P21, L37-38 This statement actually only refers to P. aureofaciens. P. chlororaphis shows absolutely stable O-exchange across all experimental conditions. From your results I would say that rather high exchange is typical for these both strains but for P.aureofaciens the resuspension experiments create specific conditions that massively limit the O-exchange.
P22, L20 Any conclusions why such differences are possible? For P.aureofaciens – from complete exchange in closed batch incubation to almost no exchange in resuspension experiments. These approaches are not so much different… was it the incubation time that differs? Is it the period of no nitrate available for bacteria in resuspension method for 24 hours – after this “hungry” period nitrate is rapidly consumed and therefore exchange is so low? Any conclusion here what the governing difference between these approaches could be ?
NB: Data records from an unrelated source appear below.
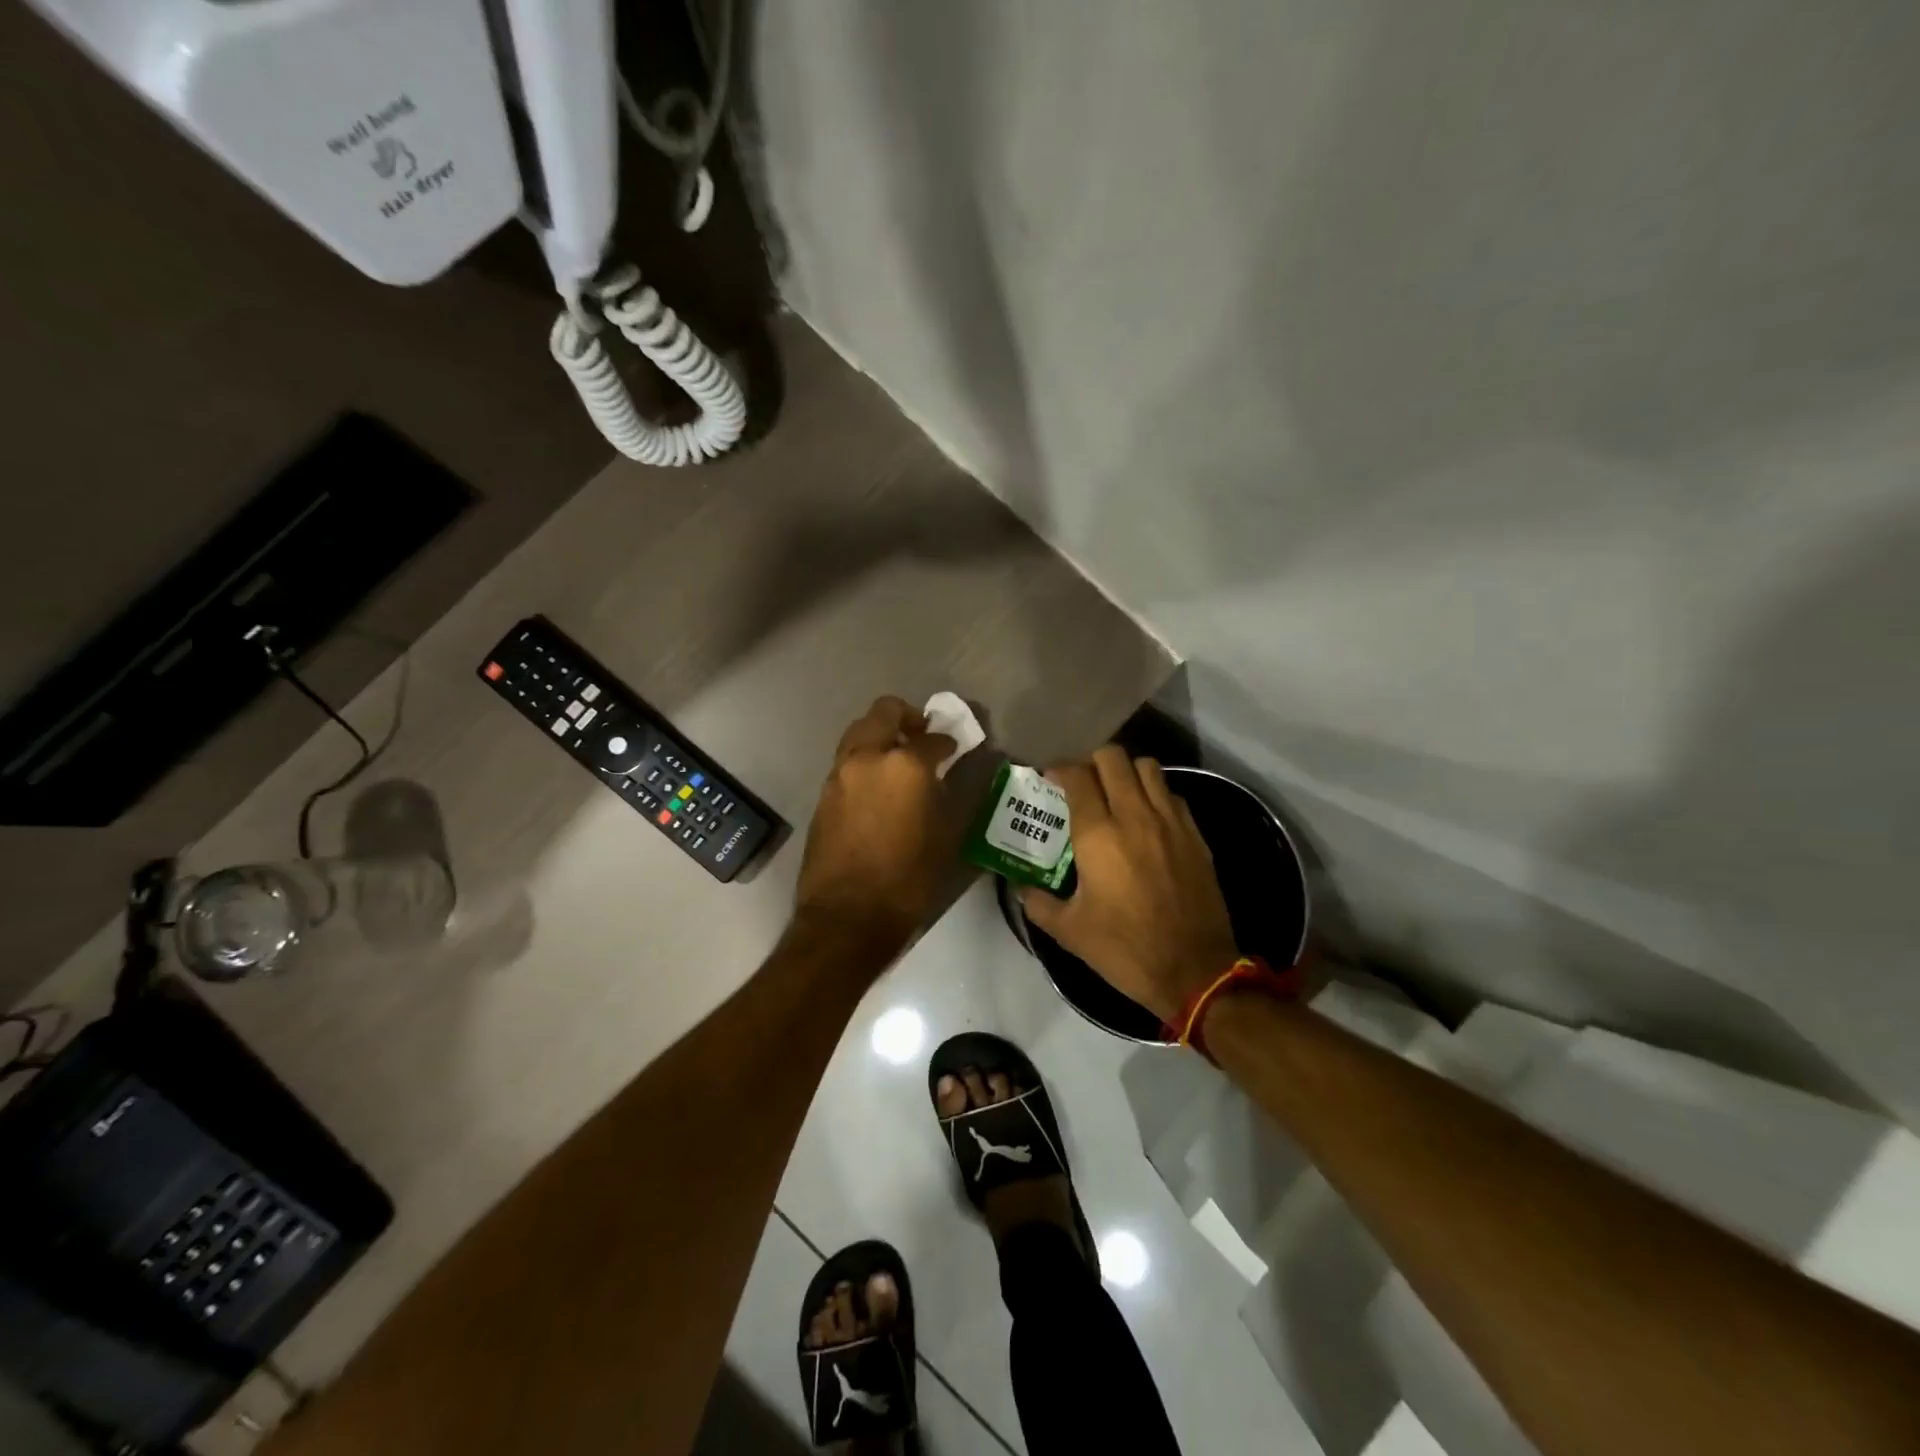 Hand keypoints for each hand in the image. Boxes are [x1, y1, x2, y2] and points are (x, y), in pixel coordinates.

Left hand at [793, 696, 958, 956]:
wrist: (848, 917)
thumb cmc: (908, 879)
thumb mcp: (946, 836)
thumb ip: (950, 793)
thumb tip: (952, 772)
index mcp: (904, 765)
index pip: (932, 738)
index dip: (948, 742)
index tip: (955, 749)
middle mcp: (867, 757)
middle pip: (884, 712)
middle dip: (907, 717)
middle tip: (923, 736)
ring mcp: (839, 774)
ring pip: (860, 733)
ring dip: (881, 736)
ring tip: (900, 762)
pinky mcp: (824, 794)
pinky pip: (848, 761)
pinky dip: (865, 760)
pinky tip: (879, 787)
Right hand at [1021, 746, 1238, 1023]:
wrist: (1195, 971)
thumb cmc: (1125, 949)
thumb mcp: (1069, 932)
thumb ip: (1038, 903)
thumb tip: (1020, 888)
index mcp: (1098, 834)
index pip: (1077, 776)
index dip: (1060, 769)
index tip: (1051, 779)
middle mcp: (1134, 816)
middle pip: (1113, 757)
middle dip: (1092, 761)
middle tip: (1083, 782)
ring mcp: (1170, 822)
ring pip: (1148, 767)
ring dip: (1127, 771)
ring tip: (1116, 792)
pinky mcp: (1195, 835)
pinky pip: (1172, 794)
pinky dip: (1155, 794)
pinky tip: (1147, 818) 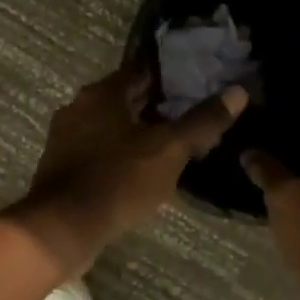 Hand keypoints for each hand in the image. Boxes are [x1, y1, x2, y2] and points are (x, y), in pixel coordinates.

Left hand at [5, 67, 248, 275]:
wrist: (62, 228)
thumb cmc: (117, 180)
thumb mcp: (169, 150)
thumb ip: (202, 122)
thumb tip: (238, 91)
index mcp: (102, 93)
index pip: (142, 71)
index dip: (171, 76)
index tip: (196, 83)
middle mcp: (79, 106)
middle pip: (125, 98)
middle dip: (155, 106)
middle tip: (189, 116)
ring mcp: (65, 136)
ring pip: (110, 125)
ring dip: (136, 131)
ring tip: (170, 145)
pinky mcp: (61, 164)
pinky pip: (97, 148)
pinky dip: (118, 153)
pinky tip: (139, 170) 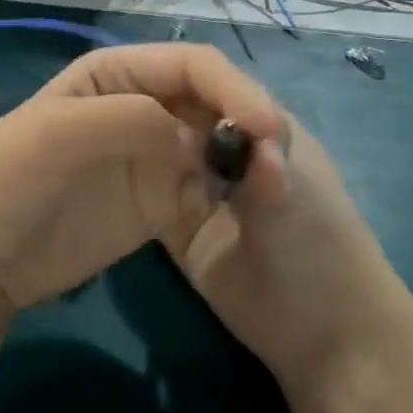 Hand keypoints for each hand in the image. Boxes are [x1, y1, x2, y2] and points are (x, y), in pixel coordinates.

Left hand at [0, 44, 288, 327]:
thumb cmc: (5, 180)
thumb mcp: (56, 136)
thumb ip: (127, 121)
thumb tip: (194, 138)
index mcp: (114, 73)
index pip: (190, 66)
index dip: (233, 89)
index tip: (269, 129)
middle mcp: (140, 105)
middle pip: (213, 103)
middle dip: (248, 126)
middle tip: (279, 170)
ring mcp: (150, 155)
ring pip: (218, 146)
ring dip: (247, 164)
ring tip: (274, 196)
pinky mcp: (157, 202)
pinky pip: (207, 190)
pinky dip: (232, 198)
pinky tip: (249, 216)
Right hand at [42, 46, 393, 390]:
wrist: (326, 338)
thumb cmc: (321, 254)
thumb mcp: (292, 199)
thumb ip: (257, 164)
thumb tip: (226, 126)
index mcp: (253, 121)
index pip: (204, 76)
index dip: (168, 74)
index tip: (128, 90)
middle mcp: (220, 142)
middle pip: (170, 105)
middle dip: (135, 101)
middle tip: (92, 106)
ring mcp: (197, 181)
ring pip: (154, 141)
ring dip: (126, 135)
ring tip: (86, 132)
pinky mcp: (178, 220)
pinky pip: (144, 187)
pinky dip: (124, 177)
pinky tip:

P22, L22 Also in Rohe et al., 2017
P23, Conclusion section
In this section it is very important to reasonably asses the significance of your findings into general field application of N2O isotopes in pathways partitioning. Should we increase the typical SP-denitrification values with all possibly SP values demonstrated here? These are probably very rare cases in natural conditions (if ever applicable) and would actually make the isotope N2O source -partitioning useless, because SP-ranges of nitrification and denitrification would overlap. It is reasonable to take these results into account? Which conditions in natural field studies could possibly enhance the untypical isotope values for N2O originating from denitrification.
Are the elevated SP values at the beginning of the experiment not just an experimental artefact with no real impact on the real condition isotope characteristics? The initial experimental condition - before an equilibrium is established - show very distinct values – for all isotope values. Are these not very temporary values which do not occur when we deal with constant dynamic equilibrium conditions in natural environments?
P24, L2-4 Please publish your original data in accessible form in public repository. These are very important and complex measurements and possibly other researchers may need to perform further calculations with the data, eg. to add your findings into the common literature database on isotope fractionation factors.
From the dataset that you present in your current manuscript, the check of your calculated isotope effects is not possible – e.g. I tried to roughly check the epsilon15N values that you referred, and this is not possible with the available data. Please make sure that all the needed values for the calculation are provided in the repository files.